File: Municipalities and water boards owe around R10.7-billion.
CAPE TOWN – Day Zero, the exact day when Cape Town’s taps are expected to run dry, has been moved from April 16 to May 11.
The City of Cape says a decline in agricultural usage has contributed to the reduction in consumption of water.
The Western Cape is contending an unprecedented drought.
The province’s dam levels are so low that if residents don’t reduce their water consumption, taps will run dry.
Level 6B water restrictions remain in place for Cape Town.
Cape Town Deputy Mayor Ian Neilson says despite the decline in agricultural usage, there has not been any significant decline in urban usage.
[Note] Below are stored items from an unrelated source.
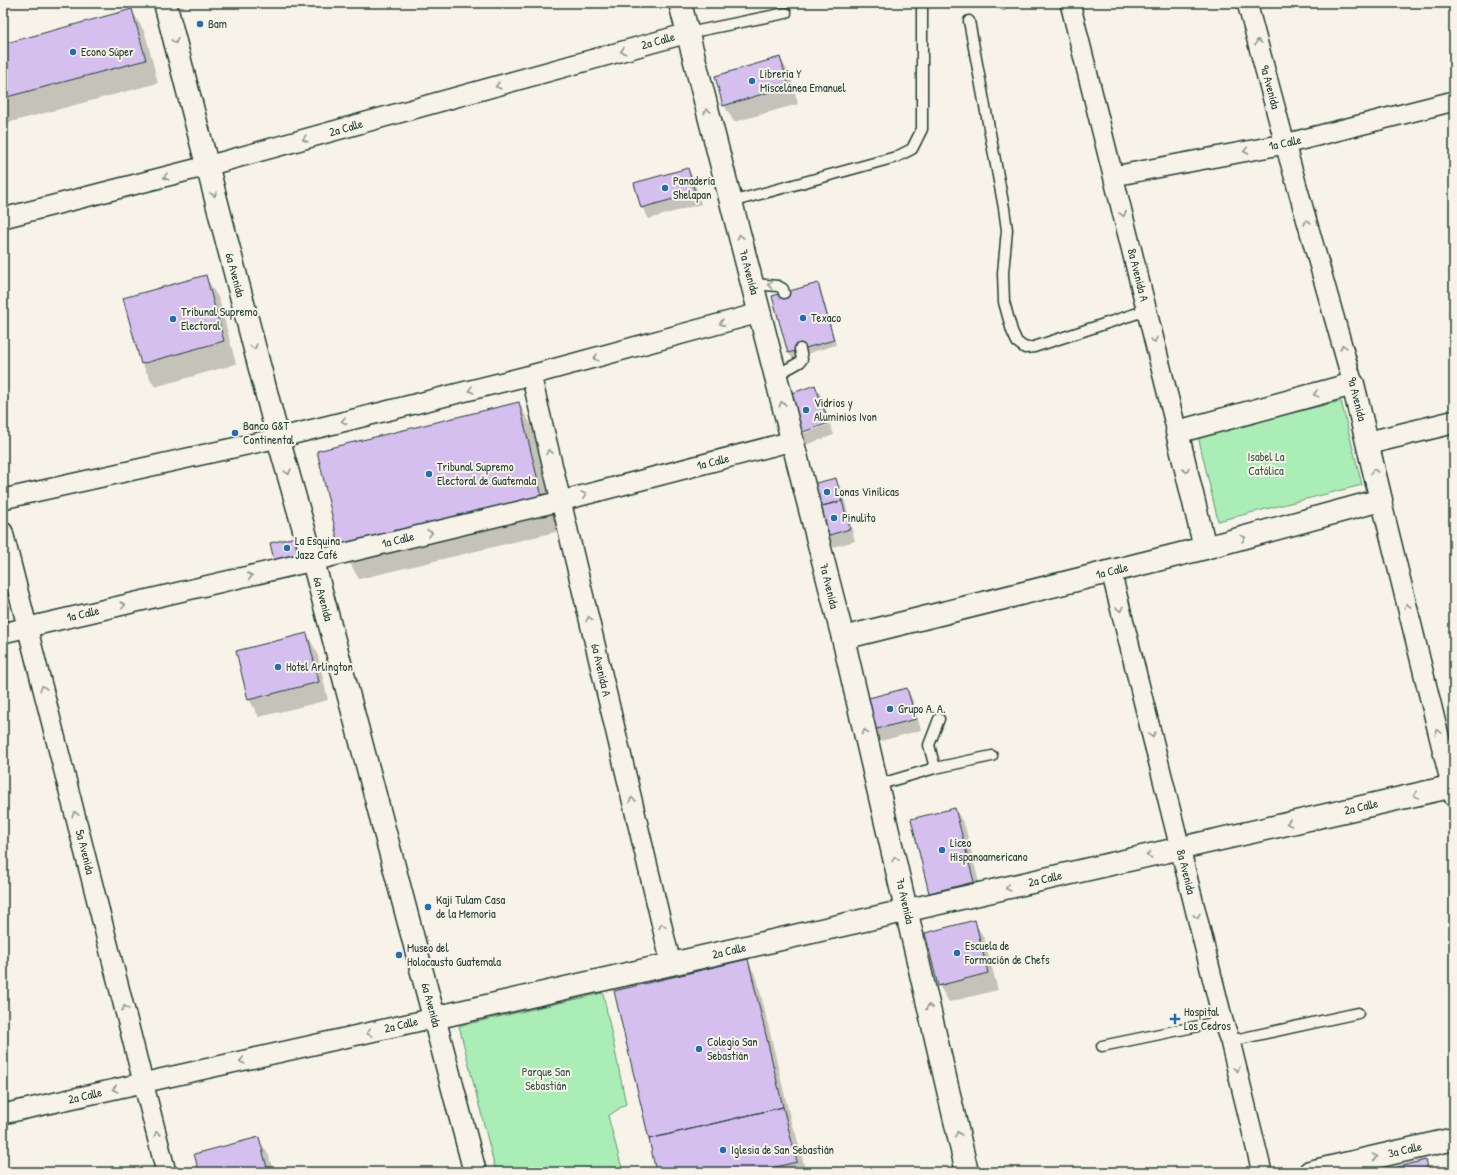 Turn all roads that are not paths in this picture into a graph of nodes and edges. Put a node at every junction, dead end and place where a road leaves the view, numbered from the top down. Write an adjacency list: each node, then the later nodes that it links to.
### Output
1 (165, 3): 11 (main road, 6a Avenida, one-way to 11)
2 (680, 3): 8 (main road, 7a Avenida)
3 (1070, 3): 12 (street, 8a Avenida A)
4 (1247, 3): 10 (street, 9a Avenida, one-way to 4)
5 (922, 8): 13 (lane)
6 (786, 13): 8 (lane)
7 (969, 22): 17 (lane)
8 (688, 33): 11 (street, 2a Calle, one-way to 11); 13 (main road, 7a Avenida, one-way to 8)
9 (1454, 101): 10 (street, 1a Calle)
10 (1285, 144): 12 (street, 1a Calle, one-way to 12); 22 (street, 9a Avenida, one-way to 10)
11 (207, 166): 14 (street, 2a Calle, one-way to 14); 25 (main road, 6a Avenida, one-way to 25)
12 (1114, 176): 17 (street, 8a Avenida A, one-way to 17)
13 (730, 202): 15 (main road, 7a Avenida, one-way to 13)
14 (3, 218)
15 (752, 284): 16 (lane, one-way to 15); 18 (main road, 7a Avenida)
16 (784, 293)
17 (1147, 310): 24 (street, 8a Avenida A, one-way to 24)
18 (759, 313): 20 (street, one-way to 20); 21 (main road, 7a Avenida)
19 (800, 350): 21 (lane)
20 (531, 376): 25 (street, one-way to 25); 30 (street, 6a Avenida A, one-way to 20)
21 (775, 376): 26 (main road, 7a Avenida, one-way to 21)
22 (1354, 384): 24 (main road, one-way to 24); 27 (main road, 9a Avenida)
23 (1454, 422): 27 (main road)
24 (1177, 432): 32 (main road, 8a Avenida A, one-way to 32)
25 (278, 438): 28 (street); 33 (main road, 6a Avenida, one-way to 33)
26 (792, 442): 30 (street, 1a Calle, one-way to 26); 37 (main road, 7a Avenida)
27 (1368, 442): 29 (main road, 9a Avenida, one-way to 27)
28 (3, 499)
29 (1381, 500): 32 (main road, 1a Calle, one-way to 29); 42 (street, 9a Avenida, one-way to 29)
30 (561, 501): 33 (street, 1a Calle, one-way to 30); 45 (street, 6a Avenida A, one-way to 30)
31 (3, 532): 35 (street, 5a Avenida)
32 (1205, 548): 34 (main road, 1a Calle)
33 (313, 561): 35 (street, 1a Calle, one-way to 33); 47 (main road, 6a Avenida)
34 (1111, 571): 37 (main road, 1a Calle); 43 (street, 8a Avenida, one-way to 43)
35 (28, 626): 36 (street, 1a Calle); 51 (street, 5a Avenida, one-way to 35)
36 (3, 633)
37 (843, 638): 41 (main road, 7a Avenida, one-way to 37)
38 (939, 719): 40 (lane)
39 (992, 756): 40 (lane)
40 (935, 768): 41 (lane)
41 (877, 785): 44 (main road, 7a Avenida, one-way to 41)
42 (1453, 790): 43 (main road, 2a Calle, one-way to 43)
43 (1180, 848): 44 (main road, 2a Calle, one-way to 44); 48 (street, 8a Avenida, one-way to 48)
44 (907, 911): 45 (main road, 2a Calle); 56 (main road, 7a Avenida, one-way to 44)
45 (671, 964): 47 (main road, 2a Calle)
46 (1358, 1013): 49 (lane)
47 (434, 1018): 51 (street, 2a Calle, one-way to 51); 55 (main road, 6a Avenida)
48 (1223, 1022): 49 (street, 8a Avenida); 50 (lane)
49 (1230, 1041): 57 (street, 8a Avenida, one-way to 57)
50 (1102, 1046)
51 (144, 1083): 52 (street, 2a Calle, one-way to 52); 54 (street, 5a Avenida, one-way to 51)
52 (3, 1114)
53 (1454, 1139): 58 (main road, 3a Calle, one-way to 53)
54 (166, 1172)
55 (475, 1172)
56 (967, 1172)
57 (1262, 1172)
58 (1310, 1172)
READ: What southern Africa can learn from other countries about adapting to drought
Neilson further stated that Capetonians must, therefore, continue to use no more than 50 litres per person per day to help stretch dwindling supplies.
“Many of the agricultural users in the Western Cape Supply System, where the City also draws its water from, have used up the water allocated to them as per agreement with the National Department of Water and Sanitation,” said Neilson.
“Agricultural usage is therefore likely to drop significantly over the next weeks. Currently, the agriculture sector is drawing about 30-percent of the water in the supply scheme. This should fall to approximately 15-percent in March and 10-percent in April. It must be noted that the city does not have any control over agricultural releases, so this is the best estimate we can make with the information at hand.’
Neilson said the decline in water usage gives Cape Town and other municipalities hope but importantly, residents need to get consumption down to 450-million litres per day to prevent the remaining water supplies running out before the arrival of winter rains.
The provincial government says they are working tirelessly to prevent a day zero scenario for the Cape Town and surrounding areas.
Western Cape MEC for Local Government, Environmental Affairs and Development Planning Anton Bredell says the provincial government is securing water supply at schools, hospitals and other facilities.
“Our aim is to make sure these institutions remain operational, even in the event of a Day Zero situation,” he said.
“Eighteen provincial health facilities have been identified as being of the highest priority, given the nature of services they provide and their location.
“Of the 18, 16 facilities have already been secured with sufficient ground water having been found for these premises. Work remains ongoing at Groote Schuur and Caledon hospitals.”